In order to do this, you'll need to enable extended HTTP logging in default suricata.yaml
config, and replay the attached dump like this. For some reason I was unable to reproduce it with feeding pcaps to Suricata directly or via dummy interface, though.
tcprewrite --seed=$RANDOM --fixcsum --infile 2reqs.pcap --outfile - | tcpreplay --intf1=lo -
Additionally, you should lower af-packet thread count to one to avoid another possible bug where both responses will be lost.
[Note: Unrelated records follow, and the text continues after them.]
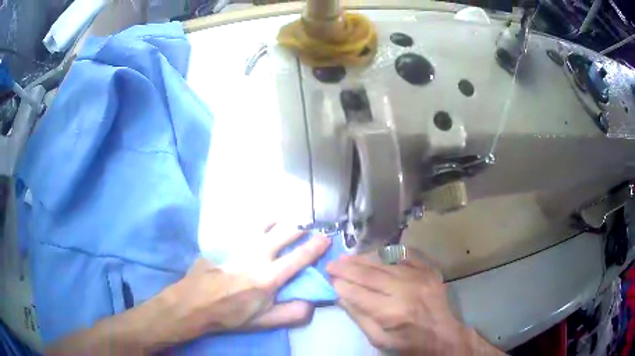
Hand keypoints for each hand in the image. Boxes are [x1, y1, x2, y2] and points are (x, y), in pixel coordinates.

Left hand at [148, 224, 330, 345]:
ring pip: (266, 222)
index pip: (299, 257)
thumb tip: (313, 303)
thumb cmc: (230, 314)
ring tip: (287, 221)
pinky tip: (262, 223)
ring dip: (281, 221)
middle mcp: (257, 255)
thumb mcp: (262, 322)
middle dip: (300, 227)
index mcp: (269, 277)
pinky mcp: (227, 240)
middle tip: (307, 226)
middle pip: (285, 232)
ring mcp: (240, 244)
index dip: (316, 246)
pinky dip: (260, 222)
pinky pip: (247, 225)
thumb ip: (291, 314)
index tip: (326, 238)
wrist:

I'll report that one once I have reliable test case for it (unless it's actually the same bug as this one).
06/29/2016-20:50:01.383552 localhost [**] /foo [**] <useragent unknown> [**] <no referer> [**] GET [**] HTTP/1.1 [**] 404 [**] 169 bytes [**] 382b:8f6c:382b:8f6c:382b:8f6c:382b:8f6d:43762 -> 382b:8f6c:382b:8f6c:382b:8f6c:382b:8f6d:80 06/29/2016-20:50:01.394696 localhost [**] /foo [**] <useragent unknown> [**] <no referer> [**] GET [**] HTTP/1.1 [**] <no status> [**] 0 bytes [**] 382b:8f6c:382b:8f6c:382b:8f6c:382b:8f6d:43762 -> 382b:8f6c:382b:8f6c:382b:8f6c:382b:8f6d:80
Notice that Suricata is missing the response. There's no status and no response body size for the second request.
Files
Updated by WGH WGH over 8 years ago
FWIW, my kernel is 4.6.2, and the bug is reproducible on 3.13.0-32 as well.
Updated by Andreas Herz over 8 years ago
- Assignee set to OISF Dev
- Target version set to TBD
Updated by Jason Ish over 8 years ago
WGH WGH: Are you able to rety with 3.1.1? There have been some changes with respect to transaction logging.
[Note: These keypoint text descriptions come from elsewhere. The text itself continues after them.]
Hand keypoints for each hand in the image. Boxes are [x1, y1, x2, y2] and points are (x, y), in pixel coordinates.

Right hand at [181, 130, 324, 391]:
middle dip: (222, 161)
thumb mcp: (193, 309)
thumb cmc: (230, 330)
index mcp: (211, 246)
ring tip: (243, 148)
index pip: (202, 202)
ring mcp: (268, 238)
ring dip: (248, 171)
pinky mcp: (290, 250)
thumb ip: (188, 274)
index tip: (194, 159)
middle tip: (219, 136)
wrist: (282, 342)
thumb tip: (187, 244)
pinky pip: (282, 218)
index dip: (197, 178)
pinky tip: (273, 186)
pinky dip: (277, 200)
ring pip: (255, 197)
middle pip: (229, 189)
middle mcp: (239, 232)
Updated by WGH WGH over 8 years ago
I've just checked, it certainly happens as of ec602089a
(tagged suricata-3.1.1
).
Updated by Andreas Herz almost 6 years ago
Does this still occur with most recent Suricata?
Updated by Andreas Herz over 5 years ago
- Status changed from New to Closed
Hi, we're closing this issue since there have been no further responses.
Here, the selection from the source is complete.